Below are the entries; return every line among them that holds the word "roads".

Entries taken from a collection:

+ + + + +

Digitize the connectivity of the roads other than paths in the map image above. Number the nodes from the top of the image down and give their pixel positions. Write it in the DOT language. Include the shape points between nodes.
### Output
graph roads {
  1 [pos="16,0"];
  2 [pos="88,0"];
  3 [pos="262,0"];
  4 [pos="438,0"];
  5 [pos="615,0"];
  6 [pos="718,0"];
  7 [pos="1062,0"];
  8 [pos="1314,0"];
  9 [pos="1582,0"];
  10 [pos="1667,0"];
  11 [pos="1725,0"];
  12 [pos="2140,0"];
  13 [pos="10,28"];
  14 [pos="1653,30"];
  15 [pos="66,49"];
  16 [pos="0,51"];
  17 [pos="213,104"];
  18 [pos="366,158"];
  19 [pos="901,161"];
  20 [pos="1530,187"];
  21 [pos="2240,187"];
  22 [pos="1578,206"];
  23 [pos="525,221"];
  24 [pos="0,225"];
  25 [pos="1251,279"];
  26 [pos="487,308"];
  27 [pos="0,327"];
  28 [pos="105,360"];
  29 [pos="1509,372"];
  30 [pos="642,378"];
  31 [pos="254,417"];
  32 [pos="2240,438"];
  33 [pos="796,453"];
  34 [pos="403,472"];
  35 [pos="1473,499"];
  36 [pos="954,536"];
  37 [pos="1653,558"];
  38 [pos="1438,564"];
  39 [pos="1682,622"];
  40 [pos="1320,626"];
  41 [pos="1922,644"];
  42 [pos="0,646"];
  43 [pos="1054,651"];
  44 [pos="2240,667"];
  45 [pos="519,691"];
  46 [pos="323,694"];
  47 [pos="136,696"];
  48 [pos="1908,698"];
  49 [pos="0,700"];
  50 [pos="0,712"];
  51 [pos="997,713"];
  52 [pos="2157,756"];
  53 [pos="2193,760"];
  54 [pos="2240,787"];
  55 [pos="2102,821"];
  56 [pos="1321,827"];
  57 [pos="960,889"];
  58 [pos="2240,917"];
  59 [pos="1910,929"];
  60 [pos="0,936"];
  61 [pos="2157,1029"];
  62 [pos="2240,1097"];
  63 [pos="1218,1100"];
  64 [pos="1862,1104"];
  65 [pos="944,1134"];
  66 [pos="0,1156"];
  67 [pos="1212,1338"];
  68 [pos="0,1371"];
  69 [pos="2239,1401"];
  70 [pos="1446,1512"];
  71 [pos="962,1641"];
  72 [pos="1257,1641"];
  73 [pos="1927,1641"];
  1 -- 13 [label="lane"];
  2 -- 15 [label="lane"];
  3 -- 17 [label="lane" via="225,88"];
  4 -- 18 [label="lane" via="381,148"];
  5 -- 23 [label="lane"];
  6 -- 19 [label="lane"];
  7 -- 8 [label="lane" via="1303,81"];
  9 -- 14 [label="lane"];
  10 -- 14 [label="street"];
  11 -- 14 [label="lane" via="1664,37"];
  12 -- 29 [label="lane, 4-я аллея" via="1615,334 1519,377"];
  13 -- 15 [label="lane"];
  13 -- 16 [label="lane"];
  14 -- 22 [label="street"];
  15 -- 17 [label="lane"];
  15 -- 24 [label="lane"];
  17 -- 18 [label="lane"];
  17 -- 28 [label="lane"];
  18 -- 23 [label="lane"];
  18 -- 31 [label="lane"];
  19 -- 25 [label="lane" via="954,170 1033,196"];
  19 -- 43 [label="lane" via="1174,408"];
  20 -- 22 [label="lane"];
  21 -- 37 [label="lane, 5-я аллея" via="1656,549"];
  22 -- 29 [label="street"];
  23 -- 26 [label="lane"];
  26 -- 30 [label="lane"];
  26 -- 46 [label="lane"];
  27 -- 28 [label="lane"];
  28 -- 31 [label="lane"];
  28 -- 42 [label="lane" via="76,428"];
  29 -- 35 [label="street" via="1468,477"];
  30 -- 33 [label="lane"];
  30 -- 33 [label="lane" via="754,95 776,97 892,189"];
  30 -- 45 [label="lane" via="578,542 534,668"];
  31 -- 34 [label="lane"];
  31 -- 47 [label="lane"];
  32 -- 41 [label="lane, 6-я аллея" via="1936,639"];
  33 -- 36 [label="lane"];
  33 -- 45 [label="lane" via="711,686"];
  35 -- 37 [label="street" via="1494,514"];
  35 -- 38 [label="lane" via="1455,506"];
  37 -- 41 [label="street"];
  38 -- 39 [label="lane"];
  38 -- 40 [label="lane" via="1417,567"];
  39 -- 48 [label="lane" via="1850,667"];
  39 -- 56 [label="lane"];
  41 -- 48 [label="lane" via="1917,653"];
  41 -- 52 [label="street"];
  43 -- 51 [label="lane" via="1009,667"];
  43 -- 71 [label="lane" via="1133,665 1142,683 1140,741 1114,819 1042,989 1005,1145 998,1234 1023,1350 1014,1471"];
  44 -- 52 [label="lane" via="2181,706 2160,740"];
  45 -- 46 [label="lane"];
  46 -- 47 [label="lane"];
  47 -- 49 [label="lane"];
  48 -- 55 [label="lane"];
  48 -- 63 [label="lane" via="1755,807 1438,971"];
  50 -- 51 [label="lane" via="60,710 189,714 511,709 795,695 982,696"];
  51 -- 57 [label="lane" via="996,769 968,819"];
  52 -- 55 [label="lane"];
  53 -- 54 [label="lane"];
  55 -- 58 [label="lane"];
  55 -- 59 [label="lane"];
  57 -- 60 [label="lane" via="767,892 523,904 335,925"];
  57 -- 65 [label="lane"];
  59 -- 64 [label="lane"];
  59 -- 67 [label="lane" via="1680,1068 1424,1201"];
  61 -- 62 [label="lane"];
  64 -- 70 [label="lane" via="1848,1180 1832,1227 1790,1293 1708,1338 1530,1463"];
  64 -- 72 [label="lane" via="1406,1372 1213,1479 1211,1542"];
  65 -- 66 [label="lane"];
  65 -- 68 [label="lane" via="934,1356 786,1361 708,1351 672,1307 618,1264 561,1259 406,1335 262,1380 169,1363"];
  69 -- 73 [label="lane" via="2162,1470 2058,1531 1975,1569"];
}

+ + + + +

-- Answer section --
Digitize the connectivity of the roads other than paths in the map image above. Number the nodes from the top of the image down and give their pixel positions. Write it in the DOT language. Include the shape points between nodes.
graph roads {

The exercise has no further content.